[Stored data entries]
::::

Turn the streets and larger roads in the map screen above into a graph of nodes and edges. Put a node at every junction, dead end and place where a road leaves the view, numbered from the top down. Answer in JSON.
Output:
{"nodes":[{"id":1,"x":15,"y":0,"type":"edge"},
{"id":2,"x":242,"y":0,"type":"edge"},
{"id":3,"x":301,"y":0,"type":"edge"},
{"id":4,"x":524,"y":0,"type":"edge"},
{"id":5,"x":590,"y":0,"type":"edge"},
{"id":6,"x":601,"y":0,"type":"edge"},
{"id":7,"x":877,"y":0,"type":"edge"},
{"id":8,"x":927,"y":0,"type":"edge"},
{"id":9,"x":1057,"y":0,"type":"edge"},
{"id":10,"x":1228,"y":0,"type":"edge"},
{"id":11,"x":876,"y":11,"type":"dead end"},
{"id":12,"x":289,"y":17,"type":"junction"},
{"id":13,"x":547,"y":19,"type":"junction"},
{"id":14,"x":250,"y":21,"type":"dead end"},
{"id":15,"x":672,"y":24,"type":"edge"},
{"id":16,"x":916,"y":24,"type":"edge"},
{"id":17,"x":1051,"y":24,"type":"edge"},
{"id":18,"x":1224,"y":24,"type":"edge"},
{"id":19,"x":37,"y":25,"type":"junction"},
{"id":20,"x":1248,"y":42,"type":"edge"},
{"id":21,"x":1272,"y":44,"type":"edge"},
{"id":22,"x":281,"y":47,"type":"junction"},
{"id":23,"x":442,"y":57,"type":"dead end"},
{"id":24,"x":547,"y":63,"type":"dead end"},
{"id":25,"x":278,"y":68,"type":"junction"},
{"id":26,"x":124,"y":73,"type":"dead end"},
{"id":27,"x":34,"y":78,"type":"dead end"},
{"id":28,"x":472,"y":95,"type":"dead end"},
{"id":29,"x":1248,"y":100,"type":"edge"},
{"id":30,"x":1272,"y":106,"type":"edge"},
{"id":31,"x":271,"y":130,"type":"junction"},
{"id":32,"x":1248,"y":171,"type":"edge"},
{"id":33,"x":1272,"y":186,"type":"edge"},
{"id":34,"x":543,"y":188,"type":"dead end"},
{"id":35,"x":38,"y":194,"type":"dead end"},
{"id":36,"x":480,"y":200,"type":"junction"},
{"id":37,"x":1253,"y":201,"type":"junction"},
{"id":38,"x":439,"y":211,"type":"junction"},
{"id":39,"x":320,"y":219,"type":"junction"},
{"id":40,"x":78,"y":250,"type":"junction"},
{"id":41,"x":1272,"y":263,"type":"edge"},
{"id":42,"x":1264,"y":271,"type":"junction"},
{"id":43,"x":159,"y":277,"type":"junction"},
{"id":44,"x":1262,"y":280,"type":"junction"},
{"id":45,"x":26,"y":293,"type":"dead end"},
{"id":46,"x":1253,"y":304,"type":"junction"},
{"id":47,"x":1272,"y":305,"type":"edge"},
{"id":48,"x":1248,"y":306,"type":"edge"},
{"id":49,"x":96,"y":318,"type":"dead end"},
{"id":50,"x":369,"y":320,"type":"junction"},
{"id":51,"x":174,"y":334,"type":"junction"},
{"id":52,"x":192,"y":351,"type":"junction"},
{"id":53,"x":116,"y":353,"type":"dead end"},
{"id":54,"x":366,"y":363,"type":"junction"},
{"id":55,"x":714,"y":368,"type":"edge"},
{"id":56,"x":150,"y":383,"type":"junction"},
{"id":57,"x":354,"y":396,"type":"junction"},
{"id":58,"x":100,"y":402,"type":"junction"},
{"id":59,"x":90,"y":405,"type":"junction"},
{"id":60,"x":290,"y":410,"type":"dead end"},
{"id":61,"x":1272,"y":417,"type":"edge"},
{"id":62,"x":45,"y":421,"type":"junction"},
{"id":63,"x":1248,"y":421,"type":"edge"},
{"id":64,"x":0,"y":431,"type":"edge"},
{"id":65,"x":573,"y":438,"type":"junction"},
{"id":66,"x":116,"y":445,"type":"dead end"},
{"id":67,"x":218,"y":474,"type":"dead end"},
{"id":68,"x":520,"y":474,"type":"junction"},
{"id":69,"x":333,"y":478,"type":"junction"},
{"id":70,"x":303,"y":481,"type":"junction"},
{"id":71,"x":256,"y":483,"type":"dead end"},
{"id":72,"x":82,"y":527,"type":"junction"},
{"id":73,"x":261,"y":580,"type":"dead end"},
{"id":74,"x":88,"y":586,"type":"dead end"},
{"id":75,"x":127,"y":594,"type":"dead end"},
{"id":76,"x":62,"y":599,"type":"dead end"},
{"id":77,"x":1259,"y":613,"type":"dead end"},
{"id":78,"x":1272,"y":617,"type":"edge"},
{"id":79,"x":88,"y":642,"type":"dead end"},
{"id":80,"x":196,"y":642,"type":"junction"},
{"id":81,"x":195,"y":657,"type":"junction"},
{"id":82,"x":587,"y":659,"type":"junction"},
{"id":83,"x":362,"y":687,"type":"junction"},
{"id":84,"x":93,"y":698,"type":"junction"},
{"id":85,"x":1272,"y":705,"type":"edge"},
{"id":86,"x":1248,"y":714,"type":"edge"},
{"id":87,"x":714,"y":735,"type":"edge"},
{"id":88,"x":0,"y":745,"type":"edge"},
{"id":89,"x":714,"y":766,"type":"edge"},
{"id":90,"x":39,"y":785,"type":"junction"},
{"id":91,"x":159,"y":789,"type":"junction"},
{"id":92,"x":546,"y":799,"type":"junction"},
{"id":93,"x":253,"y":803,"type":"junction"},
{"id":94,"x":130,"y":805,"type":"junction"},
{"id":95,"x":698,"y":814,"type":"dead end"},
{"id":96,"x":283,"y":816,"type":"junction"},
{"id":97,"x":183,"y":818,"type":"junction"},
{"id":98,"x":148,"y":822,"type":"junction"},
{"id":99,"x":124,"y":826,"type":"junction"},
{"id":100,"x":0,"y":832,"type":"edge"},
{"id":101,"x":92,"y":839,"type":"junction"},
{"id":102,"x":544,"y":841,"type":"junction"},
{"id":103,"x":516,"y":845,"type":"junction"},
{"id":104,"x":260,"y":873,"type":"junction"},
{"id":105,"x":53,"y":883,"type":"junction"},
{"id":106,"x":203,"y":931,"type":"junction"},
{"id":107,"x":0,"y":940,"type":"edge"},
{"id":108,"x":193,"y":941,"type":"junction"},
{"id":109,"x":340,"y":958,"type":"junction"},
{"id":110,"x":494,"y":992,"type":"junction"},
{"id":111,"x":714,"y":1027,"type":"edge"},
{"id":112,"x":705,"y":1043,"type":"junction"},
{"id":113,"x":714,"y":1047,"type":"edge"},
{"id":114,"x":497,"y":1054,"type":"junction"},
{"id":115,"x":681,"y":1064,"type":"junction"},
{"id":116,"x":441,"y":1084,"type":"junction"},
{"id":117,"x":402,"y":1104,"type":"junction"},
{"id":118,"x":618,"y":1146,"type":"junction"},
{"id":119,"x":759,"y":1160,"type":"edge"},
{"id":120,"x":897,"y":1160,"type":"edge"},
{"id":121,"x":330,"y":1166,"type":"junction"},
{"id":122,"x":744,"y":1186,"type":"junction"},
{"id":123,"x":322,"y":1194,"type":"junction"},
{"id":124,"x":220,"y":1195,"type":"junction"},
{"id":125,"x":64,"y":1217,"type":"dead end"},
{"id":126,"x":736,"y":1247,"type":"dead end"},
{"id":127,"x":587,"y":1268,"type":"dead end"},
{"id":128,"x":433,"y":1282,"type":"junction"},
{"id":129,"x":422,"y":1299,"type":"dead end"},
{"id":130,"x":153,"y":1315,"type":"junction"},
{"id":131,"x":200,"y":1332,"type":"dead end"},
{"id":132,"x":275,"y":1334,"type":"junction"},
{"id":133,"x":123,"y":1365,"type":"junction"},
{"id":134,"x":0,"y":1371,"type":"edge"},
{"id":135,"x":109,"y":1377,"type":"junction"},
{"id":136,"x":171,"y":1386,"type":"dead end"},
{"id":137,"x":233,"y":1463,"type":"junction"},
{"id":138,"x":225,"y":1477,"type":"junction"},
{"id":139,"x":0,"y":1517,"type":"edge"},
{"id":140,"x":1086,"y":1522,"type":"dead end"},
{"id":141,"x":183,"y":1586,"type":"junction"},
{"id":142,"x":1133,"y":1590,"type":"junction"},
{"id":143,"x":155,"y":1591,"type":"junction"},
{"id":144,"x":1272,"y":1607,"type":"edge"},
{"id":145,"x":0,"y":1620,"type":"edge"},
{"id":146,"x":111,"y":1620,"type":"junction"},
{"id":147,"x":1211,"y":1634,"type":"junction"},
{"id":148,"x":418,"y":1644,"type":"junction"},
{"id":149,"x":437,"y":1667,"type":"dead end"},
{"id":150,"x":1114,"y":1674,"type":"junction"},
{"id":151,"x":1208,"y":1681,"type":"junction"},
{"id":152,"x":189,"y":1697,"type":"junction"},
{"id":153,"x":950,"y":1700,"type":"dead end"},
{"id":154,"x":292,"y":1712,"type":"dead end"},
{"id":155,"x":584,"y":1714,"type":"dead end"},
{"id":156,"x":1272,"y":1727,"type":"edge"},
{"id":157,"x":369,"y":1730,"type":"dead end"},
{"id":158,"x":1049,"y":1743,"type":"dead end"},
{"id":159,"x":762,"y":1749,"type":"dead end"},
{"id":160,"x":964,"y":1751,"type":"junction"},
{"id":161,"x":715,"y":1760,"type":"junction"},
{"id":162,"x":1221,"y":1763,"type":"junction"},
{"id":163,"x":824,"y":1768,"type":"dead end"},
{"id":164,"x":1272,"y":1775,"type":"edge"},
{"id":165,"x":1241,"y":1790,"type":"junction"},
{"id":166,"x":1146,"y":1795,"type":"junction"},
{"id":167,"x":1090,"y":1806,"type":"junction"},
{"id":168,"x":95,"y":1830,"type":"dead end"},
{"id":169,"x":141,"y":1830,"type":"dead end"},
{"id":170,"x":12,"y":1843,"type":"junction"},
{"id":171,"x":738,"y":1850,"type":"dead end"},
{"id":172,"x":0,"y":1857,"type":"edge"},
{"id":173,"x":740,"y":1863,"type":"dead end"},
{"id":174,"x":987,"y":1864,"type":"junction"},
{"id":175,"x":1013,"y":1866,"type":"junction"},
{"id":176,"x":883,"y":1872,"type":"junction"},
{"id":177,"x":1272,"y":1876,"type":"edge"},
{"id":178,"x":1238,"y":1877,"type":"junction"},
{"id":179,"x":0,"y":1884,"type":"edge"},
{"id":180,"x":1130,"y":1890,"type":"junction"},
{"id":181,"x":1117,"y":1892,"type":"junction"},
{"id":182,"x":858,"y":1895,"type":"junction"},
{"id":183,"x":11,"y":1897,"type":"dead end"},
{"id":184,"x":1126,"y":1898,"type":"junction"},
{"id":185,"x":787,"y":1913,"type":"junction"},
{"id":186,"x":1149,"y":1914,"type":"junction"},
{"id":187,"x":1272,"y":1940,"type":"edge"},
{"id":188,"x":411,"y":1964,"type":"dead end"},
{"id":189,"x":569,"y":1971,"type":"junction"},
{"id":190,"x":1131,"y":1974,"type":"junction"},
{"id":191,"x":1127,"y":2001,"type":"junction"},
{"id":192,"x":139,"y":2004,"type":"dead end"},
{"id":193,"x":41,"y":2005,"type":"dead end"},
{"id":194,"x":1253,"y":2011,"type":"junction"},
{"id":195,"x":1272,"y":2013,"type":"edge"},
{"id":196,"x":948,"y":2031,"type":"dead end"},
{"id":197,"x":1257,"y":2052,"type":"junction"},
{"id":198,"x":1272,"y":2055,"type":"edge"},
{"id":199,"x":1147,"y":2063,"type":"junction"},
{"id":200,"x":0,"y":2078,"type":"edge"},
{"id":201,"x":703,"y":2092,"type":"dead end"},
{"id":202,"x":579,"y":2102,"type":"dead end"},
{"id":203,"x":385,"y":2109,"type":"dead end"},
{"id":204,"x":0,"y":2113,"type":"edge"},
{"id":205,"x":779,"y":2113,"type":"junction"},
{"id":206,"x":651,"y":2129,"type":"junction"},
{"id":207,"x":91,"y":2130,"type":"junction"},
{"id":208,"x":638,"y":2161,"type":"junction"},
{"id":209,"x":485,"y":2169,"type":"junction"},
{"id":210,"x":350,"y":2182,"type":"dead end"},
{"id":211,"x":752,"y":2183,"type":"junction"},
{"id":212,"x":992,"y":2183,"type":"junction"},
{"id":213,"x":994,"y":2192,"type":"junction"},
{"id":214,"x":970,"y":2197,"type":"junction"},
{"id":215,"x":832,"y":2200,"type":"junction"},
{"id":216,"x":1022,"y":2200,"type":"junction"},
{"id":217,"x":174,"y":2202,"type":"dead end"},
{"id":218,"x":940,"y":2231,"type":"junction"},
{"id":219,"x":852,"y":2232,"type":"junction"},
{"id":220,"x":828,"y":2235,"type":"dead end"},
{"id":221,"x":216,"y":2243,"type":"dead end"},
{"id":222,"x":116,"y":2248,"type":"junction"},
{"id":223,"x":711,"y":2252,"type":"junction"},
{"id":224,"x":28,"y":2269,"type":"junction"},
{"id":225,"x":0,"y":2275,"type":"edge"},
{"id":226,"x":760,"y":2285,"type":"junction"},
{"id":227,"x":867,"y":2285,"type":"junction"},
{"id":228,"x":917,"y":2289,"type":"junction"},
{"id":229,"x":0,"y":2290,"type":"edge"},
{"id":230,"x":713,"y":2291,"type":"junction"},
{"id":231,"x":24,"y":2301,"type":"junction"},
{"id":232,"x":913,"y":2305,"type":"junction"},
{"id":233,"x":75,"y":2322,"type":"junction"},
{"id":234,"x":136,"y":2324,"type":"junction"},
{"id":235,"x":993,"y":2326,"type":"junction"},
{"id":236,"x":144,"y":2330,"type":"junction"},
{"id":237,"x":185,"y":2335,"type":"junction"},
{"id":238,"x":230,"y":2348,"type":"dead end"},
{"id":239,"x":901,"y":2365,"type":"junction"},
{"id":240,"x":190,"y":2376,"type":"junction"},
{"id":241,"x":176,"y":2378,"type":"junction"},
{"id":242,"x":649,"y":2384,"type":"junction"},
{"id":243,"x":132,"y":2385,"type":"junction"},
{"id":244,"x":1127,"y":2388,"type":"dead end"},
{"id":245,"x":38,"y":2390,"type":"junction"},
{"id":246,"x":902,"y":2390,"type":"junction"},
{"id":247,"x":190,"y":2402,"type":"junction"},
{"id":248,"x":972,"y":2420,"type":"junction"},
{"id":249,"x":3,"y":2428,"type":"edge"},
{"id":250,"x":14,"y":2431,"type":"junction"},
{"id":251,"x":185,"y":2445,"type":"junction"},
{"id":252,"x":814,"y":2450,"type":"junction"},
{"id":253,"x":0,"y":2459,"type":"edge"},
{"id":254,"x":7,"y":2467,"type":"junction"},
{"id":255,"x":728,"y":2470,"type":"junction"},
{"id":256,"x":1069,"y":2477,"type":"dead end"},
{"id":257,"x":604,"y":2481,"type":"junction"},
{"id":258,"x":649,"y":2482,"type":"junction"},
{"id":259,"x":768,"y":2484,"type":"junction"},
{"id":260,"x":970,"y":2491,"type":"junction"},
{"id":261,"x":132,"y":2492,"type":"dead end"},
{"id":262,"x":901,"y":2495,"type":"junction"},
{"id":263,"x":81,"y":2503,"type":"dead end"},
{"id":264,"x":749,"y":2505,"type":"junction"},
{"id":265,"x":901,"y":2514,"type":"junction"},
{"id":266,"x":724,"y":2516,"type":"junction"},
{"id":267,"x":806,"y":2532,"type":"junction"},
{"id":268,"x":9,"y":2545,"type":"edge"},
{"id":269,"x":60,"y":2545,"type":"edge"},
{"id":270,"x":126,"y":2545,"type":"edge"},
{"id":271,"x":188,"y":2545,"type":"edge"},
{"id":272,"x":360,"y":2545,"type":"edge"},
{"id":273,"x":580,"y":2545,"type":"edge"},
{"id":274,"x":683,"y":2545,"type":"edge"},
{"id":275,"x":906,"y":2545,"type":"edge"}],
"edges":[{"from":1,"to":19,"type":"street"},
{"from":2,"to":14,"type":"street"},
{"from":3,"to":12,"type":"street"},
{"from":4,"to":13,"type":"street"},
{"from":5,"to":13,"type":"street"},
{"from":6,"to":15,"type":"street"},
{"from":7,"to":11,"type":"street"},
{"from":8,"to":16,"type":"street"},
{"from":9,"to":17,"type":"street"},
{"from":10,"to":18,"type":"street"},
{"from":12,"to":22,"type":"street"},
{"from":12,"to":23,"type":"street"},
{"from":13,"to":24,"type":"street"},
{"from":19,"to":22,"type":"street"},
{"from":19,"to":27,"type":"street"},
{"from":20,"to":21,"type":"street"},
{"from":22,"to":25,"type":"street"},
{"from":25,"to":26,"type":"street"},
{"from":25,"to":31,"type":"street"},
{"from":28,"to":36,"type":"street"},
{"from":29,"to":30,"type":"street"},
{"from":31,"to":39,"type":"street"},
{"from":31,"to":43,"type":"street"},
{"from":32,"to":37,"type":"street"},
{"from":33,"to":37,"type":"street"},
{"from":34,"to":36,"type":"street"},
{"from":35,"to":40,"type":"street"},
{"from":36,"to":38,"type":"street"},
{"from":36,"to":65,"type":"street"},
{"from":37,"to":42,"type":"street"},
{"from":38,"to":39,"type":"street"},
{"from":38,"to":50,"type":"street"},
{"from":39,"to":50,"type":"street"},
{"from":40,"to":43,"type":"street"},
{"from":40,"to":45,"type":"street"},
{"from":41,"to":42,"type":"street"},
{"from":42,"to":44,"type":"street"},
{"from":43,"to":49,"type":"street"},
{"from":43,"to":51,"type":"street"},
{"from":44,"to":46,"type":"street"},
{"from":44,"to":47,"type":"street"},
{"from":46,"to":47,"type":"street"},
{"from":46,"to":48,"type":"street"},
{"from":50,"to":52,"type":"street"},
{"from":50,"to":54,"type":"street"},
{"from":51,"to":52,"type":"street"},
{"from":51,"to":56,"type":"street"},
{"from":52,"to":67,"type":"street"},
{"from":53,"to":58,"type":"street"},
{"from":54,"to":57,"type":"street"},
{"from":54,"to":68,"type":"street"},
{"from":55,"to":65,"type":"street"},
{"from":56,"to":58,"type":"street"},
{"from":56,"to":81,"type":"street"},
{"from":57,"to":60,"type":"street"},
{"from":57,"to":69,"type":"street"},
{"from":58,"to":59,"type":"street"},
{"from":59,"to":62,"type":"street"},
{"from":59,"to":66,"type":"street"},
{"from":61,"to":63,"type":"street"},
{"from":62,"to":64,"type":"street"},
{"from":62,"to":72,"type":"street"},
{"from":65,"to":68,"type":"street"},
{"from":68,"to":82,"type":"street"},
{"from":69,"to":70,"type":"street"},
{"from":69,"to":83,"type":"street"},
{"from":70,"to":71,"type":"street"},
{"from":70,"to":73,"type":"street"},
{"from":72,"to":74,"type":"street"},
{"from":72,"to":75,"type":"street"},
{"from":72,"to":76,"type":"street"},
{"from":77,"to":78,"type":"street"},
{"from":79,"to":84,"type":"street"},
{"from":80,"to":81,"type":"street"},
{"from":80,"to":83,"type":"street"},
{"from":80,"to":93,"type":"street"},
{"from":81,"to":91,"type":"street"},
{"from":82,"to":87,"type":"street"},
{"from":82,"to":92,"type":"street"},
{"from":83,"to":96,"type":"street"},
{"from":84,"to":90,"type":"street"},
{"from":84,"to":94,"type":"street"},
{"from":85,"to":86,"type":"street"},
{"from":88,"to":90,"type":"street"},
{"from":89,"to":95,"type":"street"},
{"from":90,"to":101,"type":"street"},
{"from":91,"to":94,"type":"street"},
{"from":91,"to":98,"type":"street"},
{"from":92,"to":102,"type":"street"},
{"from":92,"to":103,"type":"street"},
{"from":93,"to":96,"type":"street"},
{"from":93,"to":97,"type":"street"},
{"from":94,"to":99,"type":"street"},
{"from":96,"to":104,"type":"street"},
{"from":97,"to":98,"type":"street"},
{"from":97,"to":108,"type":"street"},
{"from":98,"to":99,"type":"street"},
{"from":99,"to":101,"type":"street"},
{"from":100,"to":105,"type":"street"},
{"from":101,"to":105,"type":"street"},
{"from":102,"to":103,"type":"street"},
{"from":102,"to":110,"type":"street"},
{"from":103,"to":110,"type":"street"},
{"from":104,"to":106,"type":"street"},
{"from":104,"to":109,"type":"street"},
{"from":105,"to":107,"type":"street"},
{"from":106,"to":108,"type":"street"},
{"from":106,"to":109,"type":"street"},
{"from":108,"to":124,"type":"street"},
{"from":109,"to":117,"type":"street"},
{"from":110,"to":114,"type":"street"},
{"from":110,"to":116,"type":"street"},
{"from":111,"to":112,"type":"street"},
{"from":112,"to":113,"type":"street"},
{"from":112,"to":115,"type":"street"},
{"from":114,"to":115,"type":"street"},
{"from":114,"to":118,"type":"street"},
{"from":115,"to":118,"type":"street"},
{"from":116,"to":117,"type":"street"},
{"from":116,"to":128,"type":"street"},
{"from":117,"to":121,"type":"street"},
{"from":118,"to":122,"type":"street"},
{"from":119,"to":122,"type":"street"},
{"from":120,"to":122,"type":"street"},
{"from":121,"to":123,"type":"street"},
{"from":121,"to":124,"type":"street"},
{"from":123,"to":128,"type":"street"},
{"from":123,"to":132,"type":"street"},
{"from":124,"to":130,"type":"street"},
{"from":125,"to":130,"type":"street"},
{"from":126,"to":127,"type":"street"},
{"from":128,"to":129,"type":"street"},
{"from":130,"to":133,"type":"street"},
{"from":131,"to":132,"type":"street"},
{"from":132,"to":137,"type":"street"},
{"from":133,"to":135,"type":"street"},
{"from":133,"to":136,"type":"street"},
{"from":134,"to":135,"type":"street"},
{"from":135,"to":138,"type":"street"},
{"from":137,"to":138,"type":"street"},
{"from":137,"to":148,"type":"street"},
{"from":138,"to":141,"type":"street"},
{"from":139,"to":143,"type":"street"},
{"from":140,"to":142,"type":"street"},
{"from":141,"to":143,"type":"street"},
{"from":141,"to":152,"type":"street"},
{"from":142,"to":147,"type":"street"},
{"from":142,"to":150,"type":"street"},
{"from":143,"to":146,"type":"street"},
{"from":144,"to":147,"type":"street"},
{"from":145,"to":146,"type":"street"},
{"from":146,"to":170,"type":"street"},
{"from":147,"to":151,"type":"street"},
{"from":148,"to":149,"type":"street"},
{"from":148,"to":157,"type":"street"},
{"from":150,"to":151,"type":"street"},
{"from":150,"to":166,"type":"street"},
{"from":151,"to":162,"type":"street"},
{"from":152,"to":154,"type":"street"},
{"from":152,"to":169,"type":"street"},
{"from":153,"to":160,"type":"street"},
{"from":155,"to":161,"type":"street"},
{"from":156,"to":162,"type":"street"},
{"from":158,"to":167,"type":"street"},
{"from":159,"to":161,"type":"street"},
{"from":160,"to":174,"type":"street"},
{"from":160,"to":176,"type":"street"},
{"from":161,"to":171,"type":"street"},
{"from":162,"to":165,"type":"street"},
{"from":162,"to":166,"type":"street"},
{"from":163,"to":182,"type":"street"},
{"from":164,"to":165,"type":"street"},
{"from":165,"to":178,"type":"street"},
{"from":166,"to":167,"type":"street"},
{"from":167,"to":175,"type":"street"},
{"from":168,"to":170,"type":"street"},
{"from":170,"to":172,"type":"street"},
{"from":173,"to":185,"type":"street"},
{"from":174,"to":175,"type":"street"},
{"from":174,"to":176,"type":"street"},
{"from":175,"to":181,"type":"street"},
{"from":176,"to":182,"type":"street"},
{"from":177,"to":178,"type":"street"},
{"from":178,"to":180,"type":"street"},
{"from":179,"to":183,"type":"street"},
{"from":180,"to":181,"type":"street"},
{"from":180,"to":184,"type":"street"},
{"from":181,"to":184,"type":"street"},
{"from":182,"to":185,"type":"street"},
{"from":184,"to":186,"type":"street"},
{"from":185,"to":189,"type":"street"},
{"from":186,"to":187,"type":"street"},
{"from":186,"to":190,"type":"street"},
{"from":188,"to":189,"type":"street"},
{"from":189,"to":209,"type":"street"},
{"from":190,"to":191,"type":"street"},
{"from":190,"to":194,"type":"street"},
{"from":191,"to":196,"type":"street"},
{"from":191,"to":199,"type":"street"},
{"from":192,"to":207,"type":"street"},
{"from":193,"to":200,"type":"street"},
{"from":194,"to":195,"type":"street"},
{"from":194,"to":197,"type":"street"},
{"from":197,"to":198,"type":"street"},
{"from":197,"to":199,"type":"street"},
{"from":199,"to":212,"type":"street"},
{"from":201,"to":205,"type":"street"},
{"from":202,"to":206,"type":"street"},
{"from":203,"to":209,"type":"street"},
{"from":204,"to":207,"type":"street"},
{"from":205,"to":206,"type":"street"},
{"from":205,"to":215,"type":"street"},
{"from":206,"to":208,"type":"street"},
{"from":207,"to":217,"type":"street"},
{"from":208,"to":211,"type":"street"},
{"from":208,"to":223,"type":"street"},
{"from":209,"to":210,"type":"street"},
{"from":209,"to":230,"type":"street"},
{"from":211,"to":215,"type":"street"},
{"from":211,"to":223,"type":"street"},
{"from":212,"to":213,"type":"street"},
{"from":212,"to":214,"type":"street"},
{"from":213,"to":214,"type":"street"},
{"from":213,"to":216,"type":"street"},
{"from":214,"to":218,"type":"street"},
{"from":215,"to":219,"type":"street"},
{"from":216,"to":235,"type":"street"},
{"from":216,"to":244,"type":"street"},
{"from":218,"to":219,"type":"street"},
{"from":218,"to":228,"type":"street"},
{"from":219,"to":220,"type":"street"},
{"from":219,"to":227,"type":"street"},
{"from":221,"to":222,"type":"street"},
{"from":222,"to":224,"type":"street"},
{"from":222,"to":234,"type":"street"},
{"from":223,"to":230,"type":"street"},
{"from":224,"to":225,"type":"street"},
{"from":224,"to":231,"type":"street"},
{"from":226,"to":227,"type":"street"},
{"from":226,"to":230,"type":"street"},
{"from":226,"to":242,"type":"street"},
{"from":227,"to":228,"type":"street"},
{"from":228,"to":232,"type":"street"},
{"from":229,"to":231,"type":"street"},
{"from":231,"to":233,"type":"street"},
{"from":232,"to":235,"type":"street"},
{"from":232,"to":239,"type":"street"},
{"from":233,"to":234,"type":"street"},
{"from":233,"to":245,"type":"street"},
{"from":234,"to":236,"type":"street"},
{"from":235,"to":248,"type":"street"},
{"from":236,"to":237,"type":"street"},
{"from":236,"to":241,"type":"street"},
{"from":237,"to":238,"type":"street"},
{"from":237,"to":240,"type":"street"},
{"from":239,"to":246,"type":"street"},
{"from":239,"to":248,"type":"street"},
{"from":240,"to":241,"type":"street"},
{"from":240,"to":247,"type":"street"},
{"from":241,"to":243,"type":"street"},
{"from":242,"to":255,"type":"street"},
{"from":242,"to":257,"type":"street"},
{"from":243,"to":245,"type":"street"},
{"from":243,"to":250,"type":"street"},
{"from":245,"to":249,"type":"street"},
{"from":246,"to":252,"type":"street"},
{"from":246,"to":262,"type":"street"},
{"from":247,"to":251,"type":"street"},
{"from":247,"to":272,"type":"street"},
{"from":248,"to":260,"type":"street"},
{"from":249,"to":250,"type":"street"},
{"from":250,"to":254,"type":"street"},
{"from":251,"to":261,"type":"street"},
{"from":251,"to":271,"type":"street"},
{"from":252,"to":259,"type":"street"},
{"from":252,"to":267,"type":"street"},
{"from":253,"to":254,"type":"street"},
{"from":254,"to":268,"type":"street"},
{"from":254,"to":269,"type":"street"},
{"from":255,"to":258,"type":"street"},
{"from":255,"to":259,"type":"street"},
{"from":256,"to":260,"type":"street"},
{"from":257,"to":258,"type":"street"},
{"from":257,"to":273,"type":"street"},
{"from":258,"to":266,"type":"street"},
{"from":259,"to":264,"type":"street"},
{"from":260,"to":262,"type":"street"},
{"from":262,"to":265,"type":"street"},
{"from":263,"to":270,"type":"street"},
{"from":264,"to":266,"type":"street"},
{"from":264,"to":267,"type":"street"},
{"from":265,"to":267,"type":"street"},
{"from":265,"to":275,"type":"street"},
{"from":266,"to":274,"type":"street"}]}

::::

● **What this task involves**
Please show every line above that includes the word "edges".

● **Written response**
Turn the streets and larger roads in the map screen above into a graph of nodes and edges. Put a node at every junction, dead end and place where a road leaves the view, numbered from the top down. Answer in JSON.
"edges":[{"from":1,"to":19,"type":"street"},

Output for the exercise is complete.